Herrera, que ha pintado todos los días sin importarle estaciones ni modas, ni el hecho de que ningún galerista se interesara por su abstracción geométrica, coge el pájaro de la fama con alegría y distancia. A estas alturas sería difícil que chochee por la adulación, que las críticas alborozadas la trastornen, pero resulta innegable que encuentra estupendo el hecho de que la Tate y el MoMA compren sus cuadros. "Pues cómo voy a estar, feliz, ¿no? Vivo todo esto con mucho gusto y sólo siento que mi marido no haya podido verlo". Se refiere a Jesse Loewenthal, que fuera profesor del prestigioso instituto Stuyventsant de Nueva York, con el que estuvo casada durante 61 años y que falleció en 2002. «Siempre me apoyó. Él se iba a clase y yo me quedaba en casa, toda la casa para mí sola. Así que intentaba limpiar muy rápido y después me ponía a pintar».

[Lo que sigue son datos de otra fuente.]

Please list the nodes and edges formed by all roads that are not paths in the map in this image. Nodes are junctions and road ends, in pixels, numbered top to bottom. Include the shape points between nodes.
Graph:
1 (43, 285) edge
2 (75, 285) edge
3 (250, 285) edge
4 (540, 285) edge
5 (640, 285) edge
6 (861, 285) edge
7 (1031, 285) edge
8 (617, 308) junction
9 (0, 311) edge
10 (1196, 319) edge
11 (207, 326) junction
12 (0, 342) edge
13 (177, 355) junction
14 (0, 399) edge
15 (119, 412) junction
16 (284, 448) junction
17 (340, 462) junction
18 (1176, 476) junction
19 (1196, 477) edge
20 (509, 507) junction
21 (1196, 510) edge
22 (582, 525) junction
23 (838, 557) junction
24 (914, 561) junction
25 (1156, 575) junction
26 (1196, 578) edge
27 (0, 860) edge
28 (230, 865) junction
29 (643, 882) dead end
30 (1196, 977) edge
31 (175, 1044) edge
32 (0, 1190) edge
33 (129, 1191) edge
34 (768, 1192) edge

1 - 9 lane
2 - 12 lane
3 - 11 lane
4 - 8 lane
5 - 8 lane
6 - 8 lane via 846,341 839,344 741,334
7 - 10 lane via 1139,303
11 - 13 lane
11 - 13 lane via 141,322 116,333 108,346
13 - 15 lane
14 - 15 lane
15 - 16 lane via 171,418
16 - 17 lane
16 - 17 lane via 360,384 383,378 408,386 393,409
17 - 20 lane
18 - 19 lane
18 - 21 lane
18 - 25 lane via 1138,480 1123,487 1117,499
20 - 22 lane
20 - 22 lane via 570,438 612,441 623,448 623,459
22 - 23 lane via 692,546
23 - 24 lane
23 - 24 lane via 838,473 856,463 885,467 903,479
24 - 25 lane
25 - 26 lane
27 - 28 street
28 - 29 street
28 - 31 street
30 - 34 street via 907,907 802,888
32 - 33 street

Tras casarse en 1939, Herrera y su marido, que se habían conocido en Cuba, pasaron la II Guerra Mundial en Nueva York y en 1946 se trasladaron a París, donde vivieron hasta principios de los 50: "Años muy felices, decisivos, porque allí encontré mi voz, donde me descubrí como pintora gracias al grupo de artistas agrupados en torno al salón de la Realité Nouvelle". Con la vuelta a Nueva York arrancan los años del desierto, las décadas de trabajar silenciosa, los siglos de recibir alguna buena crítica y no vender un cuadro, cuando los galeristas, ciegos, besan las obras de otros y desprecian la suya. En el sótano, amontonándose, decenas de cuadros, paseos por un minimalismo en blanco y negro, colores fosfóricos y círculos acrílicos como estampidos de sombra.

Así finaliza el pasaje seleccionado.